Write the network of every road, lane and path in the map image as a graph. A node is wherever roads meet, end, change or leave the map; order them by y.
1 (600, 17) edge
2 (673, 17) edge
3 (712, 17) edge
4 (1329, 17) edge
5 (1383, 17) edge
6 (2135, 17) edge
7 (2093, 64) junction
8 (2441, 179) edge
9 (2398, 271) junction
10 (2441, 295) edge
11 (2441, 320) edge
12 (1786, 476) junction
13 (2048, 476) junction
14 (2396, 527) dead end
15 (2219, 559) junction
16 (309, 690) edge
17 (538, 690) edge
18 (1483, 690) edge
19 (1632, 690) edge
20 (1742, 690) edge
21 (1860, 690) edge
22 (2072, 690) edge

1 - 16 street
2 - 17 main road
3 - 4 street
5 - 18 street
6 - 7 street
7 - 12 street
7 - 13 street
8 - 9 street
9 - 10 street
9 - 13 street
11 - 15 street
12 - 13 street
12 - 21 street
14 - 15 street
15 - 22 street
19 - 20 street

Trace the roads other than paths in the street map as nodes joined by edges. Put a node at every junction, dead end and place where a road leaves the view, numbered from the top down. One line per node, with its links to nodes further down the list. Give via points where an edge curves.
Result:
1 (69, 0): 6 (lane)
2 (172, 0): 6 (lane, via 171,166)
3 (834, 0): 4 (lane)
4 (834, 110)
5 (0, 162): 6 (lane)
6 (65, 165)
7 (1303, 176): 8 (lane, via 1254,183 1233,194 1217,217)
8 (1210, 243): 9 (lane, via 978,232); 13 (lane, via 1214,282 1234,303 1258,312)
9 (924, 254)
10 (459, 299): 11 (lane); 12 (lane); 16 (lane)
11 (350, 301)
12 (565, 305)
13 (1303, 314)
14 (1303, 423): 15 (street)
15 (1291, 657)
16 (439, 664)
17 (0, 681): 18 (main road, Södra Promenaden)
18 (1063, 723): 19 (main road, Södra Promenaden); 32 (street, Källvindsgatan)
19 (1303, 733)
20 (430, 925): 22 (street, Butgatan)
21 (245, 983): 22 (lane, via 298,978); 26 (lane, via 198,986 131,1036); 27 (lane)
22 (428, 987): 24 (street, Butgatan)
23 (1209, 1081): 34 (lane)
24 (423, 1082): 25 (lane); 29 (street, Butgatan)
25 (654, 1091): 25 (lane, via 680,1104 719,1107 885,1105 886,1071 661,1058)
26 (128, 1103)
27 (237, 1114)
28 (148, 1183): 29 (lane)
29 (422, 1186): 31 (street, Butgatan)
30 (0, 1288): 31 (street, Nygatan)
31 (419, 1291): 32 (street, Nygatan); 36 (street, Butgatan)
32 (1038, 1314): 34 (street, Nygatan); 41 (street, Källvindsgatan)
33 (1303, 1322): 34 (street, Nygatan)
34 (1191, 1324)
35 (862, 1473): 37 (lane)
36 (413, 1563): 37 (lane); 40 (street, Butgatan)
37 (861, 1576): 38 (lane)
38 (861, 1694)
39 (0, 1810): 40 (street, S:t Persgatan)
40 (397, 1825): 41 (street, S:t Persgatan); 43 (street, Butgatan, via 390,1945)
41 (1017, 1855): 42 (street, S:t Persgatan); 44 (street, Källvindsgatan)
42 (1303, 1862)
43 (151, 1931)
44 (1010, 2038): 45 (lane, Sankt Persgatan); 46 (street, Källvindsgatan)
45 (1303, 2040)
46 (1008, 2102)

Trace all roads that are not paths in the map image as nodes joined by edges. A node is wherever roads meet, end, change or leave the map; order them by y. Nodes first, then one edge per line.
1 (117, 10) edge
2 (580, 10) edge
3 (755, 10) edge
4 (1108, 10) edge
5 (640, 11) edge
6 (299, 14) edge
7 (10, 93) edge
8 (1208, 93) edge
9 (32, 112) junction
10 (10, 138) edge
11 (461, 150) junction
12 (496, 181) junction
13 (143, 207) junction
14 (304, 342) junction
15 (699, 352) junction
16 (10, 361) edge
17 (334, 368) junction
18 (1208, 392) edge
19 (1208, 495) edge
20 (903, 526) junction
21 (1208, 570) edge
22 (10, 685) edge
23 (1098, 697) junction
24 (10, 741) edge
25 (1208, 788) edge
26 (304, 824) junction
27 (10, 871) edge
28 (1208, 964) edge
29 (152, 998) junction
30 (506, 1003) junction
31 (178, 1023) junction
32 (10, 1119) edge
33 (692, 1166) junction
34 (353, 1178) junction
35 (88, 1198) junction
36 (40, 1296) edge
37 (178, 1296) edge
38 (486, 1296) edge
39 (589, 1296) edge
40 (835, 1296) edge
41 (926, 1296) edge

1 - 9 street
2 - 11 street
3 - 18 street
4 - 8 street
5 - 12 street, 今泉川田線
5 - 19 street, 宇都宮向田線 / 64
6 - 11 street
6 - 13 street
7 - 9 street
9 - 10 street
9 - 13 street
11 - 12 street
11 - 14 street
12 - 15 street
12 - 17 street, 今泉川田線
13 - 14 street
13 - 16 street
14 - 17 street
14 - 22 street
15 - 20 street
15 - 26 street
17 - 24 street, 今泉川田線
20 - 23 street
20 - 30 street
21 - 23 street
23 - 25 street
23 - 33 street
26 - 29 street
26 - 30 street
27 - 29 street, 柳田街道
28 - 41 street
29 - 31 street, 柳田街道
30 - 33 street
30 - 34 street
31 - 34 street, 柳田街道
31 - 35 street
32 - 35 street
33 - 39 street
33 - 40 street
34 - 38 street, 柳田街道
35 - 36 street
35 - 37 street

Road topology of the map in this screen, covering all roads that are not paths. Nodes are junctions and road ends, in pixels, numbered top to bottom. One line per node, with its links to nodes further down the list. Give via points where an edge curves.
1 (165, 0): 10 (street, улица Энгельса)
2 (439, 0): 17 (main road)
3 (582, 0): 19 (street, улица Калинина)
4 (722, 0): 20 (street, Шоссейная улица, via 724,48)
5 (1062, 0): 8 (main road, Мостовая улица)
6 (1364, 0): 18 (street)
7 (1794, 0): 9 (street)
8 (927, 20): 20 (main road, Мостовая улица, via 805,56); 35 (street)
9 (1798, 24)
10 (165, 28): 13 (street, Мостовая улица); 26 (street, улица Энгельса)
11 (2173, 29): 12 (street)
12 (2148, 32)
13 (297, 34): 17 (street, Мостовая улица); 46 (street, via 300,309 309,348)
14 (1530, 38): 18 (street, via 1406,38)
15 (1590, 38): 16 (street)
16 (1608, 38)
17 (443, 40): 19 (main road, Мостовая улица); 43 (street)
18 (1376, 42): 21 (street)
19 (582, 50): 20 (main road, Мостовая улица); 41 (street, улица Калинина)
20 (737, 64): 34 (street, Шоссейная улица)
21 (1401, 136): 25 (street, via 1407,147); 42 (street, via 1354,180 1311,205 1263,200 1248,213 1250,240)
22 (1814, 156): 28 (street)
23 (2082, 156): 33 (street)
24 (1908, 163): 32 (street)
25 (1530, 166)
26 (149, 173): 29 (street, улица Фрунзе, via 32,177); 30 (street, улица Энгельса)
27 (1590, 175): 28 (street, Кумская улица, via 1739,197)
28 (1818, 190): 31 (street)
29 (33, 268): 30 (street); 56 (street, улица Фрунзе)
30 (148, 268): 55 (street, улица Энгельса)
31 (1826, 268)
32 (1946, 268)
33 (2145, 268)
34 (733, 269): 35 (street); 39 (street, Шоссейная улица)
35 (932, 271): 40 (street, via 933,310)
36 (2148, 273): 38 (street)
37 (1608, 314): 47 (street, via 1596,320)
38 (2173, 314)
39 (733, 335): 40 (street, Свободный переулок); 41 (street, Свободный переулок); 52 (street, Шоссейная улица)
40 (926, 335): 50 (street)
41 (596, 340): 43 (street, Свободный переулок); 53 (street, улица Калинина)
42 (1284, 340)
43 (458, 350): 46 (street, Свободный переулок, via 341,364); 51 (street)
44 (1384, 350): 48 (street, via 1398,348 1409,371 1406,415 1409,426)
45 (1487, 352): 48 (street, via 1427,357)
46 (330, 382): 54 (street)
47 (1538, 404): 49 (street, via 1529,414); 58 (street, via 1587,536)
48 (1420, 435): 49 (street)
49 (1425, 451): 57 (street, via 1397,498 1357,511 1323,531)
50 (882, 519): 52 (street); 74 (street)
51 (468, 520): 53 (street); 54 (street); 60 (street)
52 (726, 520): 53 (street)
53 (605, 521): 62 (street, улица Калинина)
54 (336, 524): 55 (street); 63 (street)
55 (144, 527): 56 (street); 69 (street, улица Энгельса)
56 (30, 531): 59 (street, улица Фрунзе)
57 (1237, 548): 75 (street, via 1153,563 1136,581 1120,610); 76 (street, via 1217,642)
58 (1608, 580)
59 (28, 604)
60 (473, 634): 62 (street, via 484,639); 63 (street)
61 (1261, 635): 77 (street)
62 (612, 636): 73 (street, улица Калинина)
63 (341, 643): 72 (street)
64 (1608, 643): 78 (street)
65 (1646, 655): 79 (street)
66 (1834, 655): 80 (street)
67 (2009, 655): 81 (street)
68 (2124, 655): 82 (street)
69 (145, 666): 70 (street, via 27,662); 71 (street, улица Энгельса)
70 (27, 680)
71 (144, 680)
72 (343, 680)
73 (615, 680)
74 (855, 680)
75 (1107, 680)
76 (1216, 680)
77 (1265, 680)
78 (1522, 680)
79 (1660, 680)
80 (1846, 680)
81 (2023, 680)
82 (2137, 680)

Problem description
Check each line of the listing above. Copy it if it holds the string "every".

Exercise solution
Write the network of every road, lane and path in the map image as a graph. A node is wherever roads meet, end, change or leave the map; order them by y.
Trace the roads other than paths in the street map as nodes joined by edges. Put a node at every junction, dead end and place where a road leaves the view, numbered from the top down. One line per node, with its links to nodes further down the list. Give via points where an edge curves.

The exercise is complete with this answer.